Morgan, a mother of 4 in Utah was home with her son recently when he started coming down with a bad case of diarrhea. She sent him to bed with a children’s dose of Imodium but it wasn’t long before he was throwing up, then very soon after complaining of a burning chest and breathing problems.
Shortly after that, coughing, wheezing, swelling & hives all appeared within minutes of each other. At this point, Morgan realized her son was experiencing an anaphylactic reaction and he was rushed to the hospital. After medical treatments and several hours of monitoring, her son was released from the hospital, the family and doctors still unsure as to what had been the exact cause of the reaction.
The next day, while sitting next to a sibling eating a peanut butter sandwich, Morgan’s son again began to experience anaphylaxis and made a return trip to the hospital. Peanuts were a highly suspicious cause at this point, but the family was still unsure until blood tests confirmed his allergy to peanuts.

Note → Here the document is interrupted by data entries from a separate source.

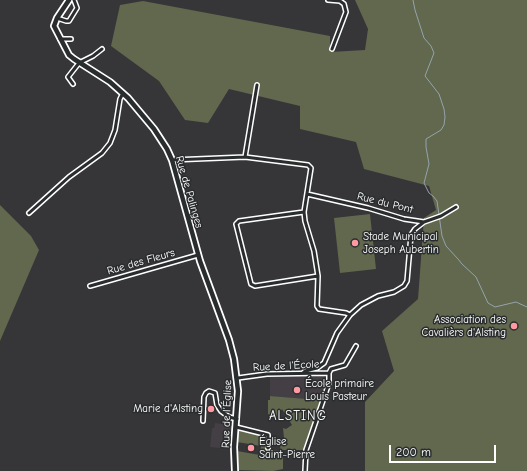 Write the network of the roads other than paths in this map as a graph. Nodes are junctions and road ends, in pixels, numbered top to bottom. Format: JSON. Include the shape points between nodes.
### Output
{"nodes":[{"id":1,"x":69,"y":0,"type":"edge"},
{"id":2,"x":74,"y":0,"type":"edge"},
{"id":3,"x":328,"y":0,"type":"edge"},
{"id":4,"x":56,"y":18,"type":"junction"},
{"id":5,"x":60,"y":39,"type":"junction"},
{"id":6,"x":71,"y":39,"type":"dead end"},
{"id":7,"x":102,"y":49,"type":"dead end"},
{"id":8,"x":332,"y":49,"type":"dead end"},
{"id":9,"x":79,"y":63,"type":"junction"},
{"id":10,"x":73,"y":84,"type":"dead end"},
{"id":11,"x":257,"y":85,"type":"dead end"},
{"id":12,"x":123,"y":94,"type":"junction"},
{"id":13,"x":245,"y":157,"type":"junction"},
{"id":14,"x":172,"y":160,"type":"junction"},
{"id":15,"x":307,"y":194,"type":"junction"},
{"id":16,"x":456,"y":207,"type":"dead end"},
{"id":17,"x":304,"y":212,"type":"junction"},
{"id":18,"x":29,"y":214,"type":"dead end"},
{"id":19,"x":424,"y":222,"type":"junction"},
{"id":20,"x":198,"y":255,"type":"junction"},
{"id":21,"x":318,"y":276,"type":"junction"},
{"id":22,"x":90,"y":286,"type":"dead end"},
{"id":23,"x":350,"y":315,"type":"junction"},
{"id":24,"x":356,"y":346,"type":"dead end"},
{"id":25,"x":234,"y":359,"type":"joint"},
{"id":26,"x":303,"y":373,"type":"junction"},
{"id":27,"x":329,"y":373,"type":"junction"},
{"id":28,"x":238,"y":378,"type":"junction"},
{"id":29,"x":237,"y":419,"type":"junction"},
{"id":30,"x":203,"y":421,"type":"dead end"},
{"id":31,"x":236,"y":426,"type":"junction"},
{"id":32,"x":268,"y":448,"type":"dead end"},
{"id":33,"x":235,"y":471,"type":"edge"},
{"id":34,"x":306,"y":471,"type":"edge"}],
"edges":[{"from":1,"to":4,"type":"main road"},
{"from":2,"to":4,"type":"street","via":[[77,8],[69,21]]},
{"from":3,"to":8,"type":"street","via":[[340,1],[344,4],[346,12]]},
{"from":4,"to":5,"type":"main road","name":"Rue de Palinges","via":[[54,26]]},
{"from":5,"to":6,"type":"street"},
{"from":5,"to":9,"type":"main road","name":"Rue de Palinges","via":[[69,55]]},
{"from":7,"to":9,"type":"street"},
{"from":9,"to":10,"type":"street","via":[[68,77]]},
{"from":9,"to":12,"type":"main road","name":"Rue de Palinges","via":[[110,82]]},
{"from":11,"to":13,"type":"street"},
{"from":12,"to":14,"type":"main road","name":"Rue de Palinges","via":[[152,126]]},
{"from":12,"to":18,"type":"street","via":[[110,143],[102,153],[69,177]]},
{"from":13,"to":14,"type":"street"},
{"from":13,"to":15,"type":"street","via":[[308,165],[311,168]]},
{"from":14,"to":20,"type":"main road","name":"Rue de Palinges"},
{"from":15,"to":17,"type":"street"},
{"from":15,"to":19,"type":"street","name":"Rue du Pont"},
{"from":16,"to":19,"type":"street","name":"Rue du Pont"},
{"from":17,"to":21,"type":"street"},
{"from":17,"to":21,"type":"street","via":[[239,221],[236,224],[251,284],[255,286]]},
{"from":19,"to":23,"type":"street","via":[[411,235],[407,280],[404,286],[372,299]]},
{"from":20,"to":22,"type":"street","name":"Rue des Fleurs"},
{"from":20,"to":25,"type":"main road","name":"Rue de Palinges"},
{"from":21,"to":23,"type":"street","via":[[316,306],[319,309]]},
{"from":23,"to":26,"type":"street","via":[[337,333],[324,363]]},
{"from":24,"to":27,"type":"street","via":[[345,365]]},
{"from":25,"to":28,"type":"main road","name":"Rue de l'Église"},
{"from":26,"to":27,"type":"street","name":"Rue de l'École"},
{"from":26,"to":28,"type":"street","name":"Rue de l'École"},
{"from":27,"to":34,"type":"street","name":"Rue de l'École","via":[[329,382],[306,450]]},
{"from":28,"to":29,"type":"main road","name":"Rue de l'Église"},
{"from":29,"to":30,"type":"street","via":[[228,417],[221,411],[215,393],[209,391],[204,397]]},
{"from":29,"to":31,"type":"main road","name":"Rue de l'Église"},
{"from":31,"to":32,"type":"street","via":[[268,435]]},
{"from":31,"to":33,"type":"main road","name":"Rue de l'Église"}]}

But Morgan’s son had eaten peanuts plenty of times before, with no signs of a reaction… why now? The truth is, that while kids may be born with the genetic disposition to have allergies, they aren’t born with allergies specific to any one thing. Children later develop allergies to specific foods or other substances as they are repeatedly exposed to them, most often while their immune systems are still developing, but people with an allergic disposition can develop allergies to anything at any age — this includes adults as well.
Morgan says she wishes she had been better educated about allergies. She has a few food intolerances of her own and her son also has a milk allergy, but his only symptoms after being exposed to milk included skin irritations and stomach cramps — nothing life threatening. She also says that, until she went through the experience herself, she didn’t realize just how risky food allergies can be to someone who is in the same room as their life-threatening allergen and that all families, whether they have food allergies or not, should be better educated on the topic.
The blood test results for Morgan’s son also showed that his allergy to peanuts was not as severe as his allergy to milk, yet his reaction to peanuts was more severe than any reaction he has ever had to milk. This is because allergies are unpredictable and subsequent allergic reactions can result in anaphylaxis even if prior reactions were minor, so it is important to always be prepared with life-saving emergency medication on hand.
Since the peanut experience, the family now carries emergency epinephrine auto-injectors and is supportive of efforts to get epinephrine stocked in schools — especially since her son’s school is 30 minutes away from the nearest hospital. The overall experience was both surprising and scary for Morgan and her 8 year-old and they don’t know what they would have done if the first anaphylactic reaction had occurred during the school day.
Does your school have epinephrine on hand?